Solomon Islanders can travel to 99 countries without having to apply for a visa and this list contains countries like France, Finland and even Netherlands.
But its closest neighbours Australia and New Zealand still require people from the Solomon Islands to apply for a visa.
Once again, the Solomon Islands have tried to persuade Australia and New Zealand to reciprocate the visa arrangement their citizens enjoy with the island nation.
Solomon Islands Minister for Foreign Affairs and External Trade, Jeremiah Manele recently called on Australia and New Zealand to consider providing a reciprocal visa waiver for Solomon Islands passport holders.
Mr Manele met Minister of Foreign Affairs of New Zealand, Nanaia Mahuta and the Australian Minister for International Development and Pacific, Pat Conroy at the margins of the Commonwealth Heads of Government Meetings in Kigali, Rwanda recently.

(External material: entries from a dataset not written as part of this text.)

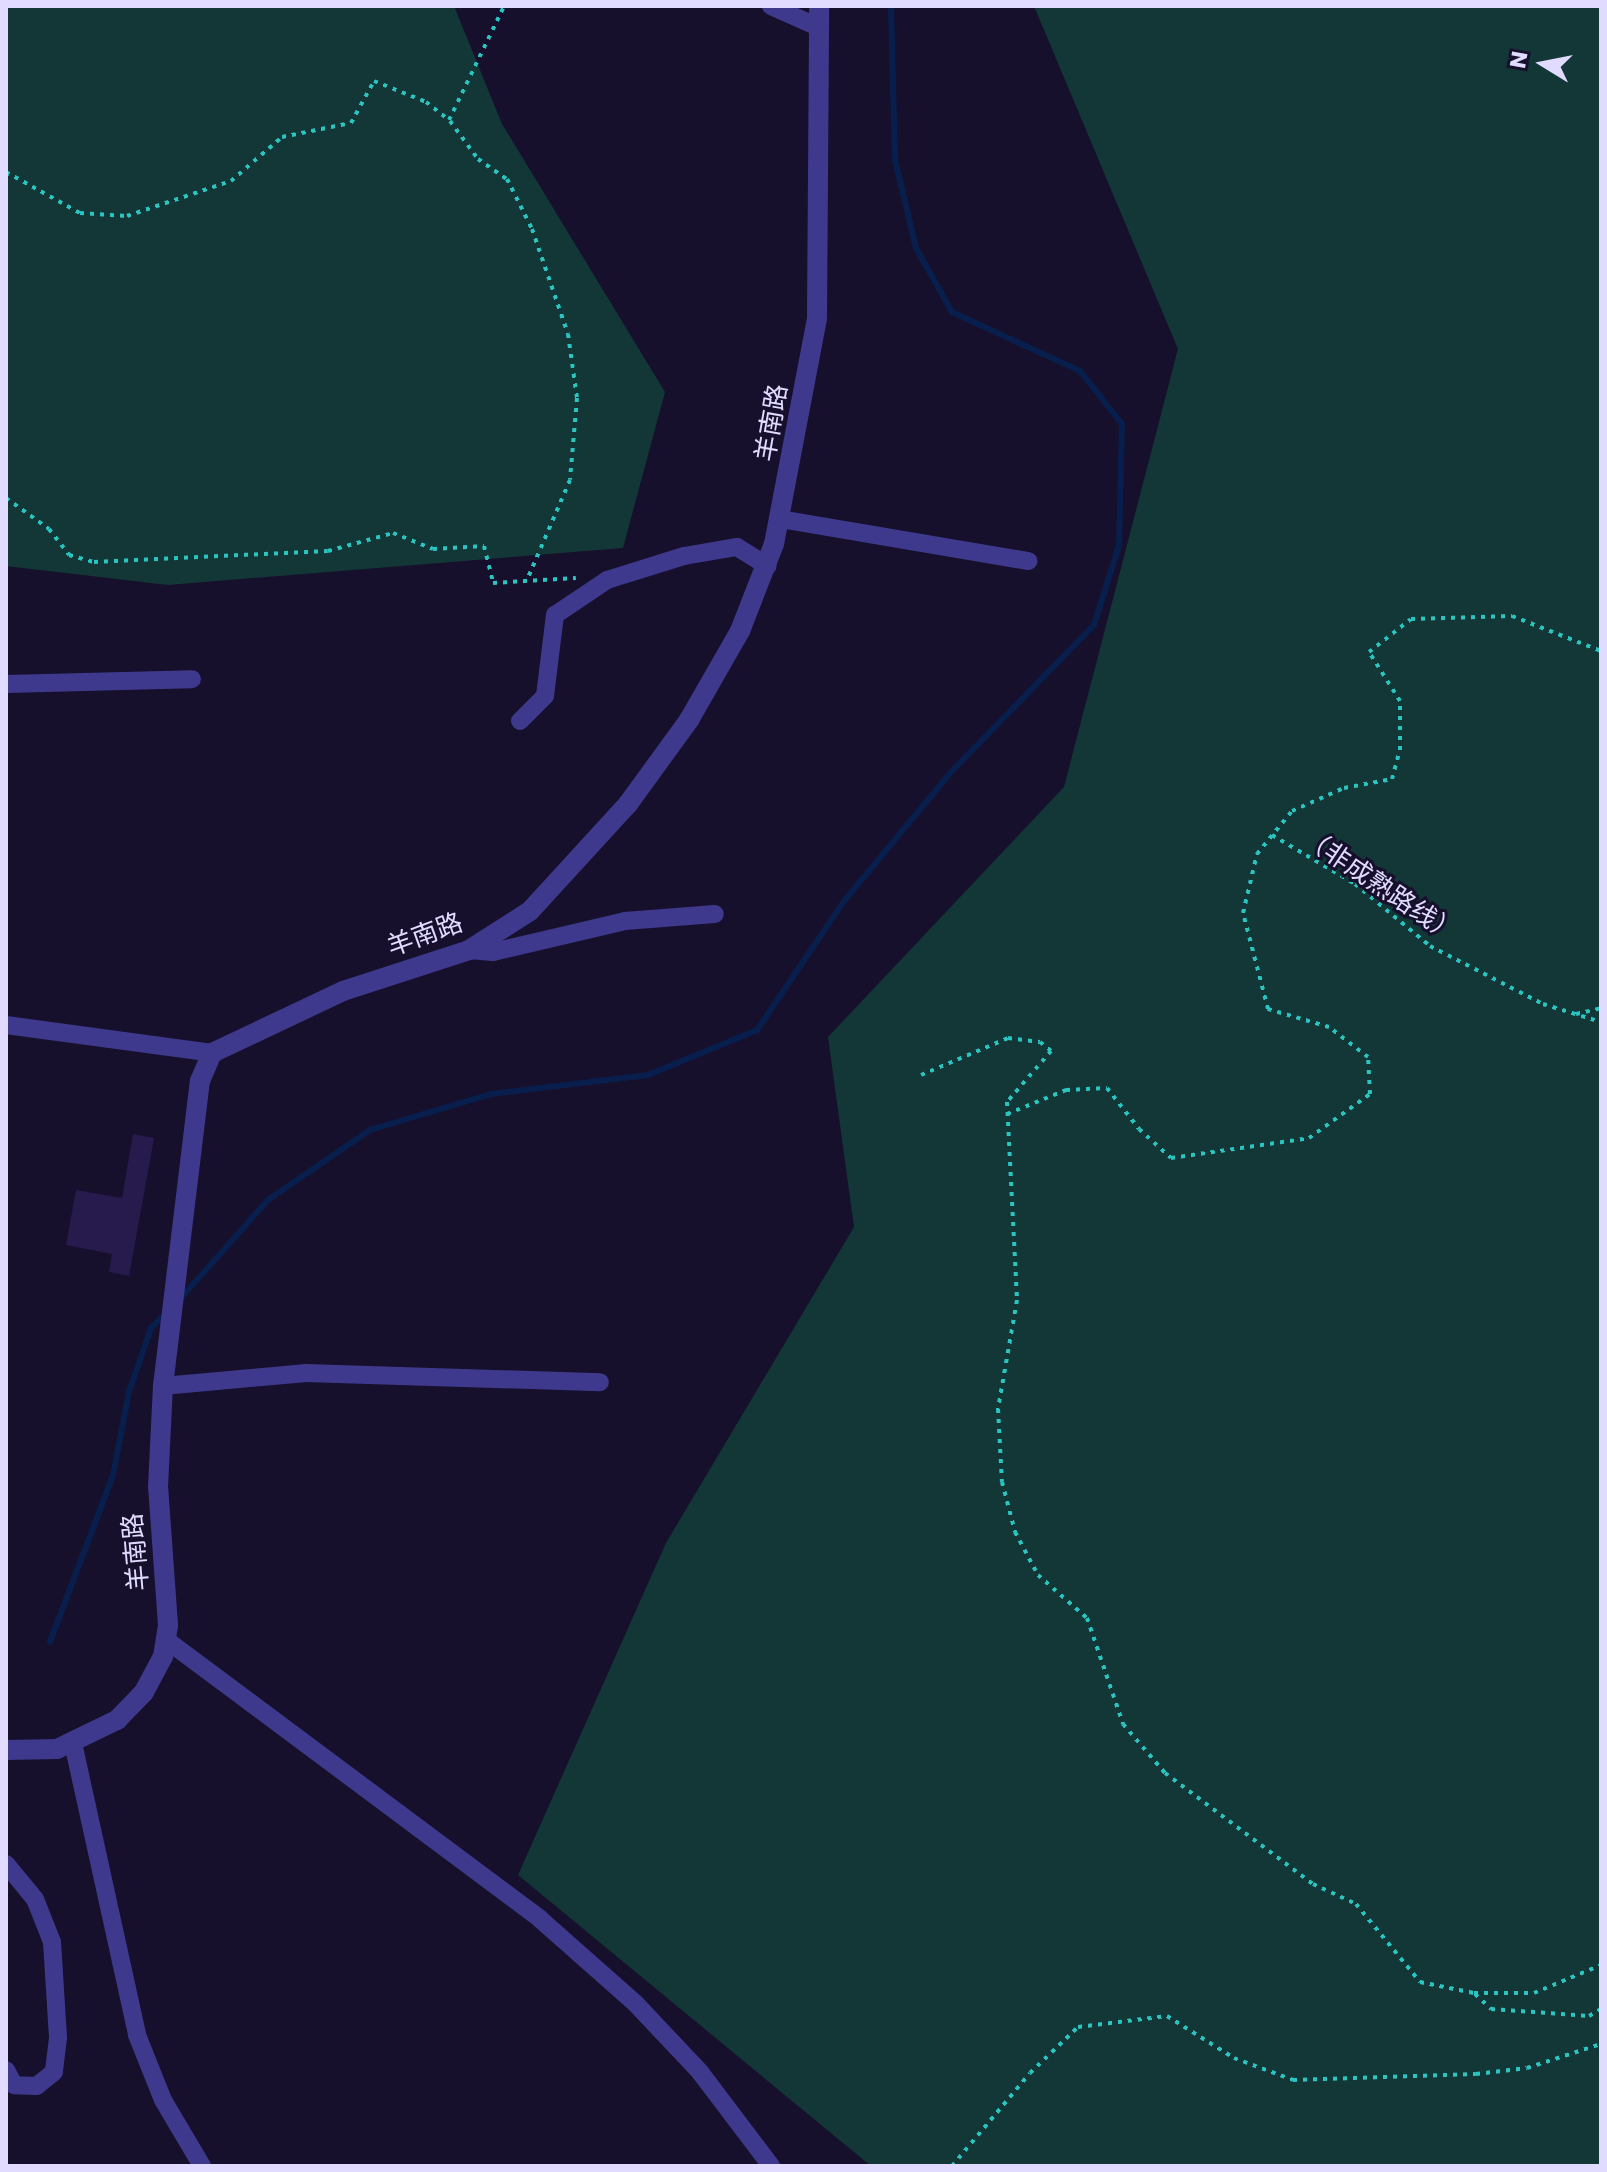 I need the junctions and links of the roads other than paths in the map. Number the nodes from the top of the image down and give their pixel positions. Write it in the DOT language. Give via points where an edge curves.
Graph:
graph roads {
  1 [pos="771,6"];
  2 [pos="819,6"];
  3 [pos="818,27"];
  4 [pos="780,519"];
  5 [pos="1028,561"];
  6 [pos="768,566"];
  7 [pos="192,679"];
  8 [pos="6,684"];
  9 [pos="520,721"];
  10 [pos="715,914"];
  11 [pos="469,950"];
  12 [pos="6,1025"];
  13 [pos="212,1053"];
  14 [pos="600,1382"];
  15 [pos="163,1386"];
  16 [pos="165,1639"];
  17 [pos="73,1743"];
  18 [pos="6,1750"];
  19 [pos="6,1864"];
  20 [pos="6,2070"];
  21 [pos="202,2166"];
  22 [pos="771,2166"];
  1 -- 3 [label="street"];
  2 -- 3 [label="street, 羊南路"];
  3 -- 4 [label="street, 羊南路" via="817,318"];
  4 -- 5 [label="street"];
  4 -- 6 [label="street, 羊南路"];
  6 -- 9 [label="street" via="737,547 684,556 607,580 555,615 545,696"];
  6 -- 11 [label="street, 羊南路" via="740,631 689,720 628,804 530,911"];
  7 -- 8 [label="street"];
  10 -- 11 [label="street" via="625,921 493,952"];
  11 -- 13 [label="street, 羊南路" via="343,991"];
  12 -- 13 [label="street"];
  13 -- 15 [label="street, 羊南路" via="200,1081"];
  14 -- 15 [label="street" via="306,1373"];
  15 -- 16 [label="street, 羊南路" via="158,1487"];
  16 -- 17 [label="street, 羊南路" via="163,1657 144,1692 117,1720"];
  16 -- 22 [label="street" via="540,1919 636,2004 700,2072"];
  17 -- 18 [label="street, 羊南路" via="57,1749"];
  17 -- 21 [label="street" via="137,2035 163,2100"];
  19 -- 20 [label="street" via="35,1899 52,1942 58,2038 54,2072 37,2086 14,2085"];
}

The call for a reciprocal visa waiver is not new. Solomon Islands through previous governments made the call but there was no positive response or consideration.
The Solomon Islands has reciprocal waiver visa arrangements with other countries and recently with India.
Currently, Australian and New Zealand passport holders enjoy a visa on arrival for tourist and business purposes when travelling to Solomon Islands.
In contrast, Solomon Islanders must apply for a visa with big fees. The visa application process is lengthy with no guarantee a visa will be granted.
“As a Pacific family, we care for each other and we look after each other in times of need so it would be most grateful if our two neighbors consider granting reciprocal visa waiver for us,” Mr Manele said.
Both Australia and New Zealand have said they have taken note of the call and assured Mr Manele that they will further look into the request.
If this were to happen, then Solomon Islands would have achieved a milestone.
But the chances of this happening are very low. In such cases, travellers from the Pacific are seen as high risk people who might not return to their homelands.
Australians and New Zealanders have enjoyed visa free travel into the Pacific for many years because they make the highest tourist numbers to Pacific nations.
On the contrary, Pacific islanders have been infamous for visa violations such as overstaying. In a recent case highlighted by the Pacific Advocate, Vanuatu nationals who went on a seasonal worker scheme in Australia are applying for asylum status without having any conflicts in their home nations.
Even transit visas have to be applied for. Not even Pacific islanders travelling through New Zealand to Cook Islands are exempted.
But with a new approach to the Pacific, things could change.